Katar için Yapılan Casusluk İddiası/Suçlaması: Mursi'nin 10 İhvan üyesi ile birlikte Mısır askeri gizli belgelerini Katar istihbaratına sızdırdıkları hakkındaki suçlamadır.
Yargıya Hakaret İddiası/Suçlaması: Mursi, diğer İhvan taraftarı 24 kişi ve liberal siyasetçi Amr Hamzawy'nin de arasında bulunduğu grup 23 Mayıs 2015 günü yargıya hakaret iddiasıyla hakim karşısına çıktılar.
Kahire Ceza Mahkemesi'nin 25 Haziran 2016 tarihinde Mısır devletinin gizli belgelerini Katar istihbaratına sızdırdığı gerekçesiyle Mursi, Hürriyet ve Adalet Partisi iktidarında Cumhurbaşkanlığı Sarayı İdari Büro İşleri Başkanı Ahmed Abdel Aaty ile aynı Büro'nun Sekreteri Amin El Serafy'e ömür boyu hapis cezası verdi.
Mahkeme'nin kararı üzerine Katar Dışişleri Bakanlığı Sözcüsü Ahmed Al Romeihy "Mahkeme'nin asılsız iddialarla ve ispatlanmamış bir durum üzerine karar vermesinin doğru olmadığı, aynı zamanda Mahkeme'nin almış olduğu kararın iki kardeş ülke olan Mısır ile Katar'ın ilişkilerini olumsuz etkileyebileceği göz önüne alınmasının gerekliliğini" vurguladı. Katar'ın 25 Ocak 2011 devriminden bu yana Müslüman Kardeşleri desteklediği ve Mübarek karşıtı halk ayaklanmasını desteklediği bilinmektedir.

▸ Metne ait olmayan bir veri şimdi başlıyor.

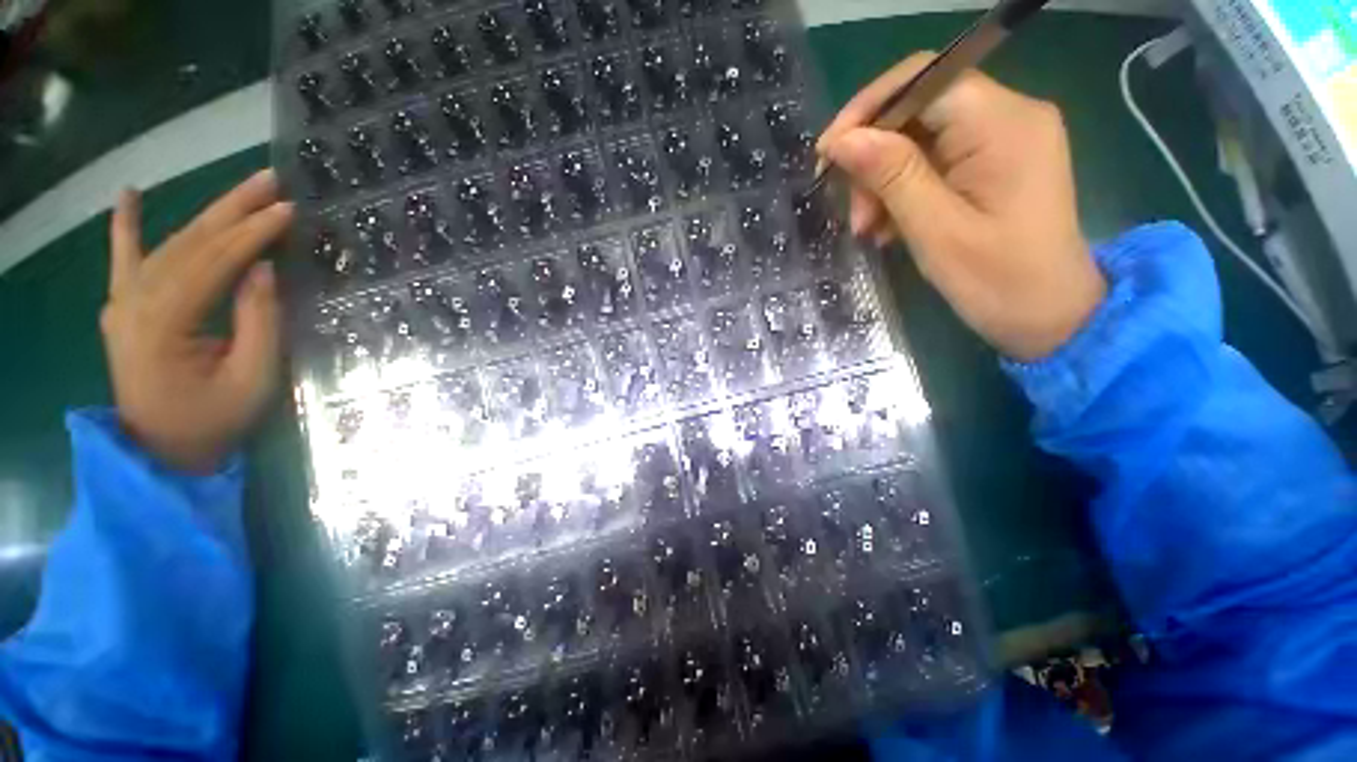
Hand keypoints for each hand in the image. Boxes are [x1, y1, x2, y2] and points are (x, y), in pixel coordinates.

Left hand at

Al Roemihy'nin konuyla ilgili açıklamaları üzerine, Mısır Dışişleri Bakanlığı Sözcüsü Ahmed Abu Zaid de "Mahkeme'nin kararı üzerine Katar'dan böyle bir tepki gelmesi şaşırtıcı olmadı. Mahkeme'nin vermiş olduğu karar Mısır'a zarar vermez. Mısır yargısı profesyonel, kadim tarihe sahip ve tecrübelidir" diyerek karşı açıklamada bulundu. Zaid ayrıca "Mısır ve Katar toplumunun bağlarının sağlam olduğunu ve Mısır'ın bölge ülkelerinin içişlerine, güvenliğine müdahale etmediğini" belirtti. Katar'ın Müslüman Kardeşler'i Mısır'da finansal olarak ve uluslararası yayın yapan Al Jazeera Mubashir Misr kanalı ile desteklemesi elbette Zaid gibi darbe rejiminin temsilcisini rahatsız etmiştir.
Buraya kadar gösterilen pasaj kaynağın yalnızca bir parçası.